• [What is required] Skip the images and copy each record exactly as written.

• [Data supplied]
= = = = =
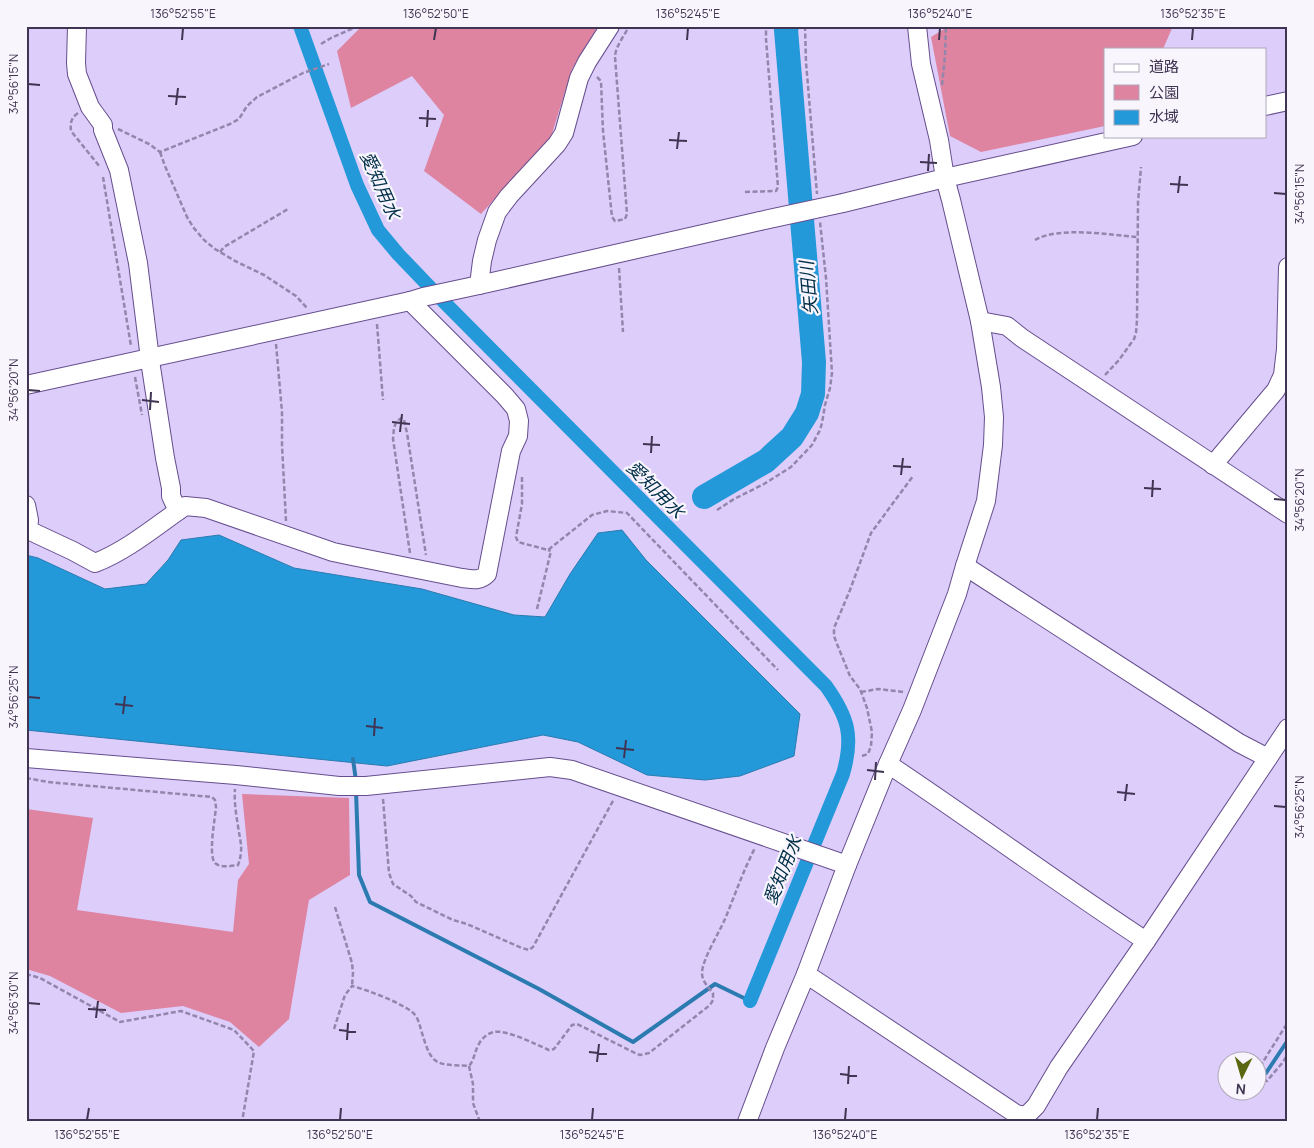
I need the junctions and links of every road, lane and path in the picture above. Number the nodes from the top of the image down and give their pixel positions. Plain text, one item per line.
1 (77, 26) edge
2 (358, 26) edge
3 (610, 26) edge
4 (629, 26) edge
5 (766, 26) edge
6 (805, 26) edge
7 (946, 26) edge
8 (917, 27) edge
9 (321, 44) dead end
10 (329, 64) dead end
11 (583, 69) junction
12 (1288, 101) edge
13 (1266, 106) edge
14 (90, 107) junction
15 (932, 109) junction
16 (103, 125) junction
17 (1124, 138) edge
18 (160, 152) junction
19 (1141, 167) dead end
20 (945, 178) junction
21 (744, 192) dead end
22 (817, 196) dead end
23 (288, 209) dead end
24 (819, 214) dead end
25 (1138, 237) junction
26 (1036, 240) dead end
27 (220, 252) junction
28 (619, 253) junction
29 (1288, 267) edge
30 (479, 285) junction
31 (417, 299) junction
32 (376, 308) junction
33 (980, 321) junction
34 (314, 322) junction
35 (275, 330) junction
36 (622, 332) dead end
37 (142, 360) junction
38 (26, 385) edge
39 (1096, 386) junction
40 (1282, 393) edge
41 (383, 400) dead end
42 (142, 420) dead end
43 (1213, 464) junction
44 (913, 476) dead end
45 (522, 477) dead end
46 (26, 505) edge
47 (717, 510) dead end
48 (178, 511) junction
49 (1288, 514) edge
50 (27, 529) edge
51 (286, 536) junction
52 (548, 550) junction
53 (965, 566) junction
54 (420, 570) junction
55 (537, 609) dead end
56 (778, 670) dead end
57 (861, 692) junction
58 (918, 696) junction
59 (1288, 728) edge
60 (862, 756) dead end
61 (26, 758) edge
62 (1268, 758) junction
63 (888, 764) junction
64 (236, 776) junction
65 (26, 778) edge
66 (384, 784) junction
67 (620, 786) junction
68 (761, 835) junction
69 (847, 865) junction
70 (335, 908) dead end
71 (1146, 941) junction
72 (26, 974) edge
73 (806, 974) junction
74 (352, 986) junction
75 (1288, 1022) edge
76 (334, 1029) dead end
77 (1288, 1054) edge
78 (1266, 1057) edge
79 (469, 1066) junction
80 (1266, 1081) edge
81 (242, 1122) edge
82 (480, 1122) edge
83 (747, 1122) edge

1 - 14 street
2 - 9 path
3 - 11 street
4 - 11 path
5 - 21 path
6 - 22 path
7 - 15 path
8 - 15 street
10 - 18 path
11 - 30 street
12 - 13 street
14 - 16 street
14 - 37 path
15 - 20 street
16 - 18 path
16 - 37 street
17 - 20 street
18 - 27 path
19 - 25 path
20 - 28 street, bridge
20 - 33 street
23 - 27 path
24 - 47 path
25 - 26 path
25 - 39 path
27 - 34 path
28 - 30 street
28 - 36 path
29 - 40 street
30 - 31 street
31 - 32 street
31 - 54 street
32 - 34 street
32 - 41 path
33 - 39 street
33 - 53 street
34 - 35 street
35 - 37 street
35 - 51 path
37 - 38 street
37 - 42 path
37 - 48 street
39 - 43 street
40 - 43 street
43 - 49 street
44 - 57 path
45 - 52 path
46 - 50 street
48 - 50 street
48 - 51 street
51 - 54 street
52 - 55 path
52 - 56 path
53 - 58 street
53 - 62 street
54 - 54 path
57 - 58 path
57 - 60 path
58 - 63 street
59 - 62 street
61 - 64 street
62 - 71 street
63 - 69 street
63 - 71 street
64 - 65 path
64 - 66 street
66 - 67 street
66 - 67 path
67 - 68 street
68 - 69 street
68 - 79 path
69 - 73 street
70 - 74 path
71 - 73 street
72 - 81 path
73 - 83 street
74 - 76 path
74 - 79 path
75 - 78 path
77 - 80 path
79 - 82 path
= = = = =
• [Response area]
I need the junctions and links of every road, lane and path in the picture above. Number the nodes from the top of the image down and give their pixel positions. Plain text, one item per line.
1 (77, 26) edge
2 (358, 26) edge
3 (610, 26) edge
4 (629, 26) edge
5 (766, 26) edge
6 (805, 26) edge
7 (946, 26) edge
8 (917, 27) edge
9 (321, 44) dead end
10 (329, 64) dead end
11 (583, 69) junction
12 (1288, 101) edge
13 (1266, 106) edge
14 (90, 107) junction
15 (932, 109) junction
16 (103, 125) junction
17 (1124, 138) edge
18 (160, 152) junction
19 (1141, 167) dead end
20 (945, 178) junction
21 (744, 192) dead end
22 (817, 196) dead end
23 (288, 209) dead end
24 (819, 214) dead end
25 (1138, 237) junction
26 (1036, 240) dead end
27 (220, 252) junction
28 (619, 253) junction
29 (1288, 267) edge
30 (479, 285) junction
31 (417, 299) junction
32 (376, 308) junction
33 (980, 321) junction
34 (314, 322) junction
35 (275, 330) junction
36 (622, 332) dead end
37 (142, 360) junction
38 (26, 385) edge
39 (1096, 386) junction
40 (1282, 393) edge
41 (383, 400) dead end
42 (142, 420) dead end
43 (1213, 464) junction
44 (913, 476) dead end
45 (522, 477) dead end
46 (26, 505) edge
47 (717, 510) dead end
48 (178, 511) junction
49 (1288, 514) edge
50 (27, 529) edge
51 (286, 536) junction
52 (548, 550) junction
53 (965, 566) junction
54 (420, 570) junction
55 (537, 609) dead end
56 (778, 670) dead end
57 (861, 692) junction
58 (918, 696) junction
59 (1288, 728) edge
60 (862, 756) dead end
61 (26, 758) edge
62 (1268, 758) junction
63 (888, 764) junction
64 (236, 776) junction
65 (26, 778) edge
66 (384, 784) junction
67 (620, 786) junction
68 (761, 835) junction
69 (847, 865) junction
70 (335, 908) dead end
71 (1146, 941) junction
72 (26, 974) edge
73 (806, 974) junction
74 (352, 986) junction
75 (1288, 1022) edge
76 (334, 1029) dead end
77 (1288, 1054) edge
78 (1266, 1057) edge
79 (469, 1066) junction
80 (1266, 1081) edge
81 (242, 1122) edge
82 (480, 1122) edge
83 (747, 1122) edge

1 - 14 street
2 - 9 path
3 - 11 street
4 - 11 path
5 - 21 path
6 - 22 path
7 - 15 path
8 - 15 street
10 - 18 path
11 - 30 street
12 - 13 street
14 - 16 street
14 - 37 path
15 - 20 street
16 - 18 path
16 - 37 street
17 - 20 street
18 - 27 path
19 - 25 path
20 - 28 street, bridge
20 - 33 street
23 - 27 path
24 - 47 path
25 - 26 path
25 - 39 path
27 - 34 path
28 - 30 street
28 - 36 path
29 - 40 street
30 - 31 street
31 - 32 street
31 - 54 street
32 - 34 street
32 - 41 path
33 - 39 street
33 - 53 street
34 - 35 street
35 - 37 street
35 - 51 path
37 - 38 street
37 - 42 path
37 - 48 street
39 - 43 street
40 - 43 street
43 - 49 street
44 - 57 path
45 - 52 path
46 - 50 street
48 - 50 street
48 - 51 street
51 - 54 street
52 - 55 path
52 - 56 path
53 - 58 street
53 - 62 street
54 - 54 path
57 - 58 path
57 - 60 path
58 - 63 street
59 - 62 street
61 - 64 street
62 - 71 street
63 - 69 street
63 - 71 street
64 - 65 path
64 - 66 street
66 - 67 street
66 - 67 path
67 - 68 street
68 - 69 street
68 - 79 path
69 - 73 street
70 - 74 path
71 - 73 street
72 - 81 path
73 - 83 street
74 - 76 path
74 - 79 path
75 - 78 path
77 - 80 path
79 - 82 path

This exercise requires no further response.